Building the infrastructure behind the brands
Underpinning all of this is a new Group platform structured around five shared capability hubs: Industry, Client, Technology, Sustainability and Support Functions. The Industry hub consolidates purchasing, logistics, research and development, manufacturing and supplier relationships across all Houses. A strategic joint venture with HModa, an Italian manufacturers’ company, has already been established to secure the Group’s industrial footprint and maintain access to critical manufacturing skills.
The Client hub is building what Kering describes as the luxury industry’s most advanced client intelligence platform, consolidating proprietary and external data into a single AI-powered base that can inform decisions from the design stage through to clienteling and media activation. The Technology hub provides the underlying infrastructure: cloud-native systems, agentic AI and next-generation digital twins are all being deployed to accelerate decision-making and support the new operating model. Sustainability runs through all of it, with environmental and social considerations embedded in every strategic and operational choice rather than treated as a separate reporting function.
A Financial Roadmap
Kering has set out its financial ambitions in specific terms. The Group is targeting a mid-term recurring operating margin that is more than double the full-year 2025 figure. Return on capital employed is expected to exceed 20% over the same horizon, supported by stronger fundamentals, tighter inventory discipline and more selective capital deployment. Between 5% and 6% of revenue will be reinvested in capital expenditure to support the organic growth of the Houses on an ongoing basis.
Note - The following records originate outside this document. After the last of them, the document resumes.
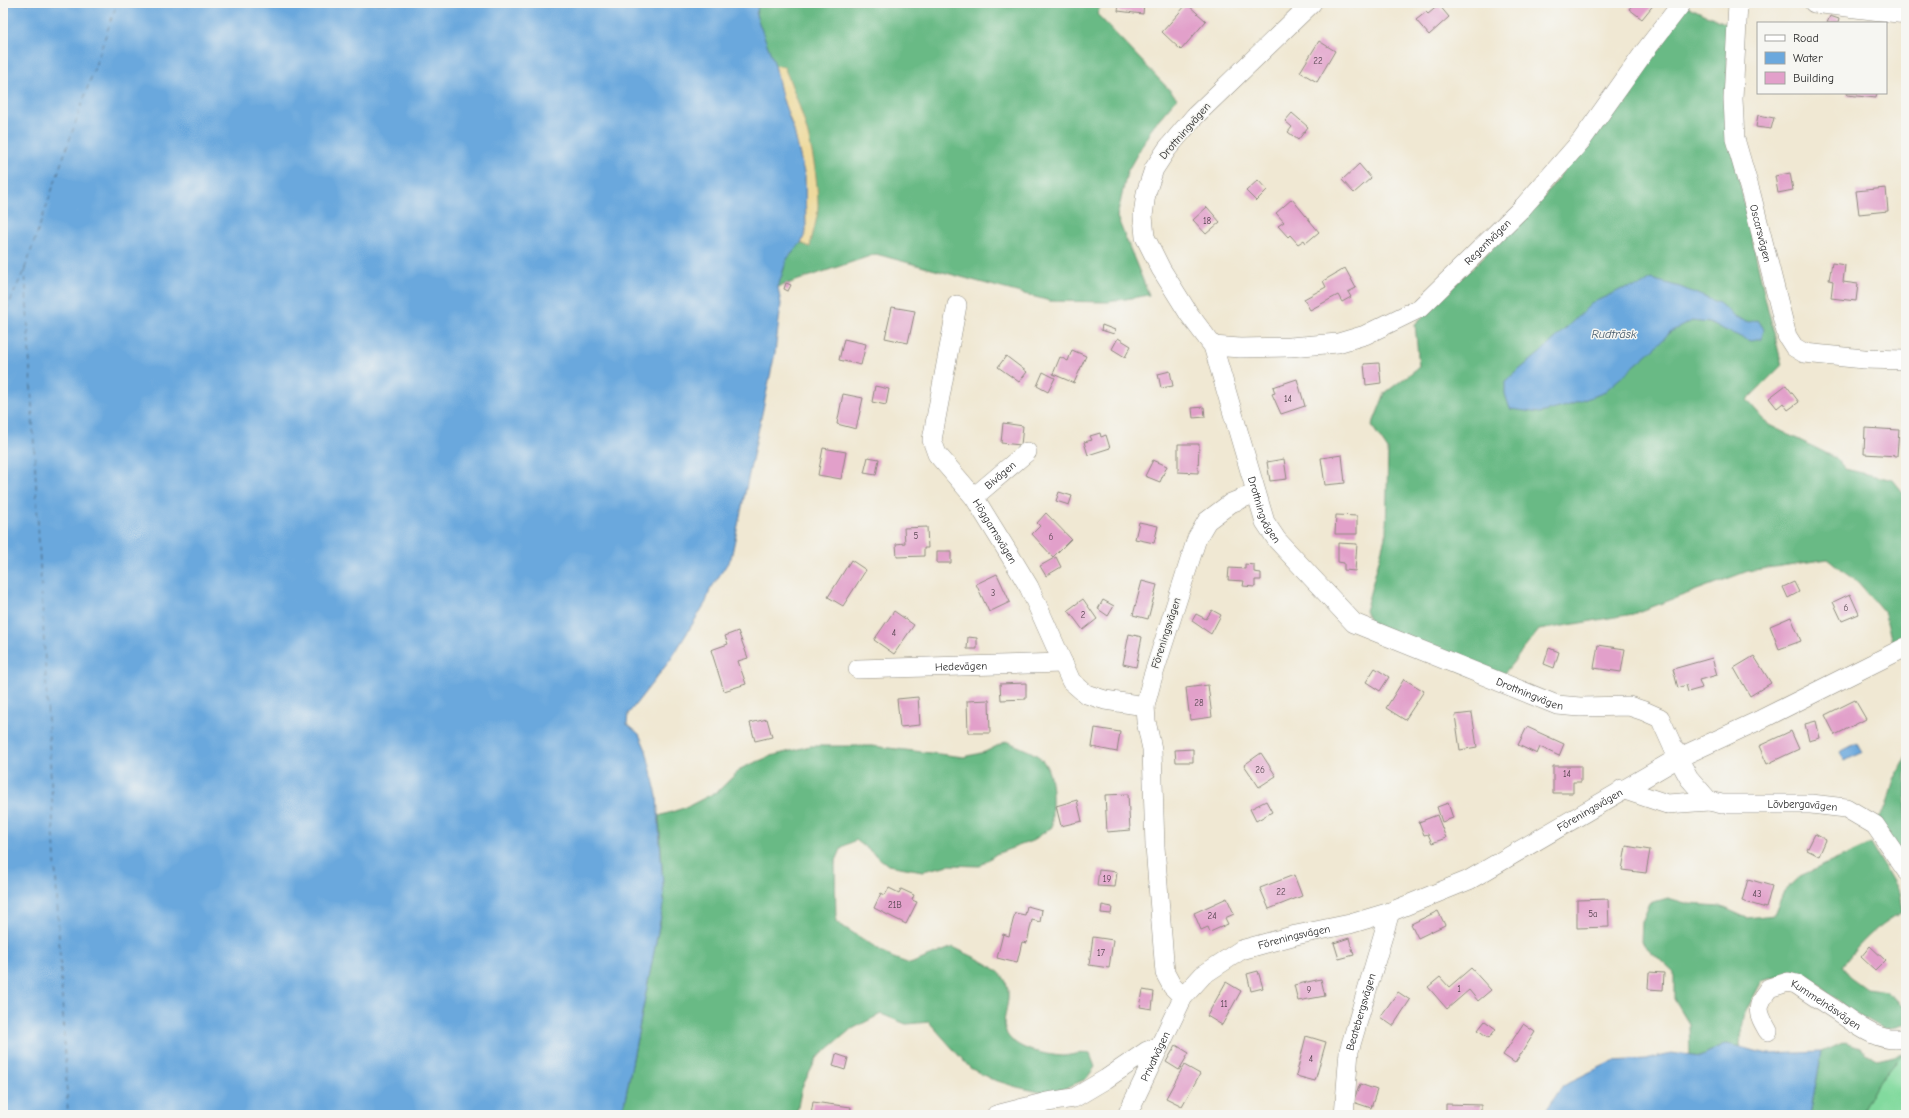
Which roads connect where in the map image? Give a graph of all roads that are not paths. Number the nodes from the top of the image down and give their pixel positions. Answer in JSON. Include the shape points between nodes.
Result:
{"nodes":[{"id":1,"x":1312,"y":3,"type":"edge"},
{"id":2,"x":1682,"y":3,"type":"edge"},
{"id":3,"x":1738,"y":3,"type":"edge"},
{"id":4,"x":1814,"y":3,"type":"edge"},
{"id":5,"x":1906,"y":14,"type":"edge"},
{"id":6,"x":957,"y":306,"type":"dead end"},
{"id":7,"x":1213,"y":346,"type":"junction"},
{"id":8,"x":1906,"y":360,"type":"edge"},
{"id":9,"x":1027,"y":452,"type":"dead end"},
{"id":10,"x":1256,"y":493,"type":"junction"},
{"id":11,"x":974,"y":497,"type":"junction"},
{"id":12,"x":1906,"y":647,"type":"edge"},
{"id":13,"x":1063,"y":663,"type":"junction"},
{"id":14,"x":858,"y":669,"type":"dead end"},
{"id":15,"x":1146,"y":706,"type":"junction"},
{"id":16,"x":1678,"y":758,"type":"junction"},
{"id":17,"x":1622,"y":790,"type":"junction"},
{"id":18,"x":1709,"y":801,"type":"junction"},
{"id":19,"x":1906,"y":870,"type":"edge"},
{"id":20,"x":1390,"y":912,"type":"junction"},
{"id":21,"x":1183,"y":997,"type":"junction"},
{"id":22,"x":1768,"y":1031,"type":"dead end"},
{"id":23,"x":1906,"y":1038,"type":"edge"},
{"id":24,"x":1160,"y":1046,"type":"junction"},
{"id":25,"x":996,"y":1115,"type":"edge"},
{"id":26,"x":1127,"y":1115,"type":"edge"},
{"id":27,"x":1344,"y":1115,"type":"edge"}],
"edges":[{"from":1,"to":7,"type":"street","name":"Drottningvägen","via":[[1195,116],[1154,169],[1146,193],[1142,216],[1145,237],[1173,288]]},
{"from":2,"to":7,"type":"street","name":"Regentvägen","via":[[1581,141],[1523,207],[1420,308],[1365,334],[1338,343],[1290,347]]},
{"from":3,"to":8,"type":"street","name":"Oscarsvägen","via":[[1733,99],[1735,139],[1786,336],[1794,347],[1804,353]]},
{"from":4,"to":5,"type":"street"},
{"from":6,"to":11,"type":"street","name":"Höggarnsvägen","via":[[932,440],[937,454]]},
{"from":7,"to":10,"type":"street","name":"Drottningvägen"},
{"from":9,"to":11,"type":"street","name":"Bivägen"},
{"from":10,"to":15,"type":"street","name":"Föreningsvägen","via":[[1231,503],[1207,521],[1197,538],[1154,672]]},
{"from":10,"to":16,"type":"street","name":"Drottningvägen","via":[[1265,522],[1277,540],[1354,623],[1557,705],[1580,708],[1629,706],[1644,710],[1660,718]]},
{"from":11,"to":13,"type":"street","name":"Höggarnsvägen","via":[[1029,587]]},
{"from":12,"to":16,"type":"street","name":"Föreningsvägen"},
{"from":13,"to":14,"type":"street","name":"Hedevägen"},
{"from":13,"to":15,"type":"street","name":"Höggarnsvägen","via":[[1071,681],[1086,694],[1105,700]]},
{"from":15,"to":21,"type":"street","name":"Föreningsvägen","via":[[1146,721],[1152,749],[1155,847],[1165,973],[1172,986]]},
{"from":16,"to":17,"type":"street","name":"Föreningsvägen"},
{"from":16,"to":18,"type":"street","name":"Drottningvägen","via":[[1689,778]]},
{"from":17,"to":18,"type":"street","via":[[1667,804]]},
{"from":17,"to":20,"type":"street","name":"Föreningsvägen","via":[[1469,880]]},
{"from":18,"to":19,"type":"street","name":"Lövbergavägen","via":[[1722,804],[1811,804],[1846,808],[1875,826]]},
{"from":20,"to":21,"type":"street","name":"Föreningsvägen","via":[[1241,950],[1203,975]]},
{"from":20,"to":27,"type":"street","name":"Beatebergsvägen","via":[[1349,1050]]},
{"from":21,"to":24,"type":"street","name":"Privatvägen"},
{"from":22,"to":23,"type":"street","name":"Kummelnäsvägen","via":[[1759,1015],[1758,1006],[1769,988],[1788,982],[1796,984],[1856,1026],[1879,1037],[1899,1040]]},
{"from":24,"to":25,"type":"street","via":[[1147,1050],[1074,1098]]},
{"from":24,"to":26,"type":"street","name":"Privatvägen"}]}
External growth will be selective, focused principally on bolt-on acquisitions that strengthen craftsmanship, vertical integration or raw material security. Shareholder returns will be maintained through a consistent dividend policy targeting a payout ratio of around 50% of recurring net income, Group share, with dividend growth aligned to performance over time. Brand equity is to be measured through a framework built on three pillars: visibility, appeal and image strength, developed in partnership with an external institution.
Reset, rebuild, reclaim: the three-phase sequence
ReconKering is organised into three distinct phases. By the end of 2026, the Group expects to have completed a structural reset: financial discipline restored, operational efficiency re-established and strategic clarity embedded across the organisation. Each House will have refocused on desirability and creative relevance, establishing what Kering describes as solid foundations for long-term performance.
The second phase, running to the end of 2028, is framed as a period of renewed and sustainable growth. With restored fundamentals and a fully activated Group platform, the ambition is to accelerate momentum across the portfolio, driving structural improvements in profitability alongside stronger client engagement. The final phase, to be completed by the end of 2030, is described simply as reclaiming leadership: a Group defined by desirability, powered by operational efficiency and built for the decade ahead. Kering’s leadership has acknowledged that geopolitical tensions and macroeconomic volatility remain real factors, but maintains that its long-term conviction in the strength of its portfolio and the quality of its execution provides a firm enough foundation to proceed with ambition.